I consider it pro-corporate because companies generally prefer if workers worked more hours, even if it doesn't result in financial gains. This is evidenced by the fact that 4-day work weeks increase productivity and thus profits, but corporations a generally very against the idea regardless.
Corporations are usually bottom-line/profit focused, but they have some weird exceptions when it comes to improving worker conditions. Work from Home decreases operating costs and increases worker health, yet many corporations fight it tooth and nail.
Another examples is when Eastern Airlines was on the verge of bankruptcy. As a last ditch effort, the CEO (Frank Borman, previously the Commander on Apollo 8) decided to make a deal with the workers that gave them a fairly radical amount of horizontal control.
Doing so drastically increased productivity and profits, but Frank Borman was given tons of shit by other business owners for essentially not keeping the workers under his foot, telling him he should just let the company fold rather than give the workers that much power, just on a matter of principle.
I think reducing working hours slightly to account for less daylight makes sense from a humanistic perspective, but I believe that concept would be heavily opposed by corporations, since they would prefer to waste money and have a more tired work force than to normalize reducing work hours.
Yeah I get that corporations are antiworker, but I am not sure why they care about daylight savings. They get the same work length either way. I suppose you could be saying it's just a happenstance benefit.
Still corporations typically cross times zones and places like Arizona who don't change their clocks at all show that I am not sure why it would matter to then either way.
Daylight savings only shifts when a work day begins and ends, it does not alter the total number of hours worked.
To put it another way, a job that is 9:00am to 5:00pm means you will work 8 hours total. If everyone shifts their clock 1 hour back for daylight savings, you will still work a total of 8 hours, you just start and end those 8 hours shifted 1 hour earlier in comparison to non-daylight savings time.
My proposal is to change the total number of work hours seasonally, meaning in areas where it gets darker sooner, they would work 1 hour less than they normally would for same amount of pay.
So in the winter, businesses could be mandated by law to change work hours from 9:00am to 4:00pm. Or if you want to be really radical, remove 2 whole hours by making them 10:00am to 4:00pm.
This removes the need for daylight savings entirely, as then people can simply sleep in a bit more until the sun comes out, and head home earlier while the sun is still out.
The businesses won't like that idea, as they don't want workers to work less total hours at their businesses, even if it likely would result in higher profits from happier, more rested workers being more productive. Businesses would push for daylight savings instead of reducing work hours, because they are assholes.
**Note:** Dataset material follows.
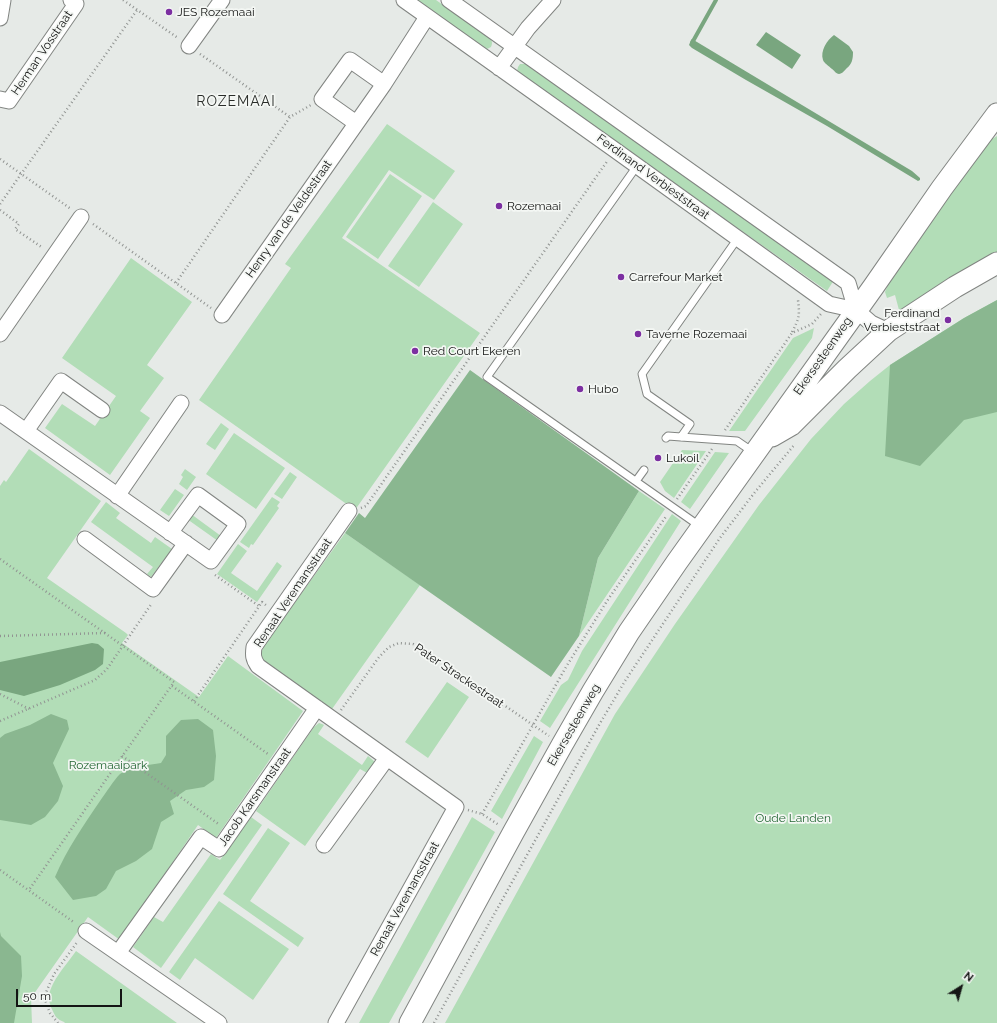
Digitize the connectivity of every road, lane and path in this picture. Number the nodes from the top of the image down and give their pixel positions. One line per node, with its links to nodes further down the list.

I don't see the need for daylight savings either way, but you proposal for a shorter workday seasonally seems fine.
Except for the places that dont really lose much morning or evening, should that have to do this too?
In practical terms, people like to be able to do their own personal, non-work outdoor activities while the sun is out. Daylight savings is intended to make it so that people on a normal day-shift have access to more sunlight during their personal activities after they get off work (or out of School), since work hours do not change or account for the reduced amount of time the sun is out for certain seasons. You can read more of the rational on why it was created here.
I would say yes. It would be unfair to punish people living in areas with more sunlight with more work hours, and would remove a potential cause for logistical issues.
Besides, working less and having more free time is healthier for a population anyway.
Yeah, I'd rather bright mornings, and so here we are at an impasse!
Just leave it, it is what it is. Or shit, make the following Monday a holiday, how about that. Give us an extra 24 hours to adjust.